| April 11, 8:20 AM, 2007 · No Comment · Previous · Next |
By Scott Horton
Last weekend, David Brooks offered us a profoundly revealing reflection on a recent function he attended with “moderate Arab reformers” in Jordan. Actually, I thought, it revealed Brooks as someone tightly set in his way of thinking and unable to learn from interaction with people from outside the narrow beltway class he inhabits. I have spent some time lately working in the Middle East and interacting with just the sort of people that Brooks describes. I have also had some occasion to examine AEI types attempt the same. Watching them invariably leaves me embarrassed. Brooks presents himself to us as a pop sociologist who ridicules the nation's pop culture. Sometimes he does this with a touch of humor and offers some useful insight. But Brooks on the foreign policy front is an astonishingly narrow-minded and uneducated man.

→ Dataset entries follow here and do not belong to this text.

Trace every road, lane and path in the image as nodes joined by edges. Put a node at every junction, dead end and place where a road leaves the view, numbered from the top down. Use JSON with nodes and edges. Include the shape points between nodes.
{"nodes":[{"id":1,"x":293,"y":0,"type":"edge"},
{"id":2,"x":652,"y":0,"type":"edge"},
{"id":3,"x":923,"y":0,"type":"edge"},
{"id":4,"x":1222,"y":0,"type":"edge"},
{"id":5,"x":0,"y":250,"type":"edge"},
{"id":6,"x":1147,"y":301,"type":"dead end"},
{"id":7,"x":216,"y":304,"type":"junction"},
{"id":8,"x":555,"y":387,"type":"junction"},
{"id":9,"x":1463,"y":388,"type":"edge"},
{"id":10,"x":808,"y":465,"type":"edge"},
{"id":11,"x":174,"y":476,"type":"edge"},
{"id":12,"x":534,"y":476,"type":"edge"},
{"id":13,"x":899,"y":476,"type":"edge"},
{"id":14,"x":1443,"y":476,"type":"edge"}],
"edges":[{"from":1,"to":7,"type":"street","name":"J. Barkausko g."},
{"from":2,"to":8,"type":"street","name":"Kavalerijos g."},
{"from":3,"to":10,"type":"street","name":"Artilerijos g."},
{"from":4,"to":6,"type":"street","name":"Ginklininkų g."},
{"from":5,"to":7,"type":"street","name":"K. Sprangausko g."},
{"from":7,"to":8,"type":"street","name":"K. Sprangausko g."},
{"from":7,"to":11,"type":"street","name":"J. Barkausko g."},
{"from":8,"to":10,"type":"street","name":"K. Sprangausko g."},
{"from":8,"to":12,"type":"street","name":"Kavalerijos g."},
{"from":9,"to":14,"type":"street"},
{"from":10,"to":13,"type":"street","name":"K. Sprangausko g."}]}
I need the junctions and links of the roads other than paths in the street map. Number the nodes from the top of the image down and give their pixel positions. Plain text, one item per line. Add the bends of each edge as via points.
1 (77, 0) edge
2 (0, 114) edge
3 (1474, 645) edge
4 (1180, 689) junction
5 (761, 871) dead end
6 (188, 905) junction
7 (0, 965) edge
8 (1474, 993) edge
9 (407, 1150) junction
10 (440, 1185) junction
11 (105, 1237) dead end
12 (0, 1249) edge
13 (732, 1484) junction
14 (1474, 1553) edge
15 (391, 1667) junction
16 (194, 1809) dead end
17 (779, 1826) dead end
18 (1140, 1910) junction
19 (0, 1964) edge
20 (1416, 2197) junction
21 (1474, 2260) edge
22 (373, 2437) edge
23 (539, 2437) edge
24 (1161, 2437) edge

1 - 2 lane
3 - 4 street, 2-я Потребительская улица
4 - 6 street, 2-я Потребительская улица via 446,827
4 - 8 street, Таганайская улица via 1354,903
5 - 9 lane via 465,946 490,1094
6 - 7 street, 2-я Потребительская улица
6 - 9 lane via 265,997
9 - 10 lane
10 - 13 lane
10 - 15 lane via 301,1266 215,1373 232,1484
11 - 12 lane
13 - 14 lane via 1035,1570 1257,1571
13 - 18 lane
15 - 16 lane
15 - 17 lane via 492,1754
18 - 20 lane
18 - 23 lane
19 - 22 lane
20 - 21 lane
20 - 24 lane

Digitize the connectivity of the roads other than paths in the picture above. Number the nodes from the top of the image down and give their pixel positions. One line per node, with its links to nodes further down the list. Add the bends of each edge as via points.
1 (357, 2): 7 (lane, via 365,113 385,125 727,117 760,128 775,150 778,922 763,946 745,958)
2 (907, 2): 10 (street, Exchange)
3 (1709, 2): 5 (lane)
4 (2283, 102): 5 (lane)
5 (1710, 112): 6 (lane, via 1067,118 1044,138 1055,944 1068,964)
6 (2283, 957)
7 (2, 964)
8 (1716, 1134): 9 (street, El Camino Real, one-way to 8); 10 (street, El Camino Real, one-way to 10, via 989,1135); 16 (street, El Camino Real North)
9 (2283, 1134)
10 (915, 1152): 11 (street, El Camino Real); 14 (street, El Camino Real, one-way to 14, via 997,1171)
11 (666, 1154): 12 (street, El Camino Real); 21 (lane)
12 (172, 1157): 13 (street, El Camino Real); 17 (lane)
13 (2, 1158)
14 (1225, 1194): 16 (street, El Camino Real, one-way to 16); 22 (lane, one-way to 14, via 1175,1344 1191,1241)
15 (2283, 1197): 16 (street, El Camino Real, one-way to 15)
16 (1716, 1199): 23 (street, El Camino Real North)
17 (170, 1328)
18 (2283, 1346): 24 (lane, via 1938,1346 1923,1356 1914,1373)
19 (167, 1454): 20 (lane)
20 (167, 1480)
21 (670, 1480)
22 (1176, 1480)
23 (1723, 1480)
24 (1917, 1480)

Barney Rubin, the nation's premier Afghanistan scholar, performs the ultimate fisking on this piece. Indeed, it’s a work of art to be consumed in its entirety, but I offer just a couple of nuggets:
Brooks continued with his depressing discovery:
But there was nothing defensive or introspective about the Arab speakers here. In response to Bernard Lewis’s question, "What Went Wrong?" their answer seemed to be: Nothing’s wrong with us. What’s wrong with you?
I'd like to ask David Brooks: Were any of the AEI speakers "defensive or introspective" six years after this?
At his first National Security Council meeting, President George W. Bush stunned his first secretary of state, Colin Powell, by rejecting any effort to revive the Israeli-Palestinian peace process. When Powell warned that "the consequences of that could be dire, especially for the Palestinians," Bush snapped, "Sometimes a show for force by one side can really clarify things." He was making a "clean break" not only with his immediate predecessor but also with the policies of his father.
Did they say anything defensive or introspective about invading Iraq under false pretenses, failing to secure the country, wasting billions of dollars on no-bid contracts, and sparking an insurgency and sectarian war that has caused two million of 24 million Iraqis to flee abroad, a million and a half to flee their homes inside the country, and, according to the only scientific study done on the subject, killed over 600,000 Iraqis? Or did they tell the moderate Arab reformers, "Nothing’s wrong with us. What’s wrong with you?"
. . .
It is hard to reform when you feel you are under attack. It is hard to express self-criticism to representatives of the world's most powerful state who refuse even to entertain the idea that their own disastrous policies might have some connection to the reasons people distrust and even hate them.
There is a problem in the relations between the United States on the one hand and the Arab and Muslim worlds on the other. Unless you believe that those who oppose the U.S. are simply "evil," you have to address their grievances politically. The first rule in improving any relationship is to recognize the concerns of all parties. Remember "diplomacy?" That's what it's about: finding the "points in common" and "bracketing" the disagreements to work on them.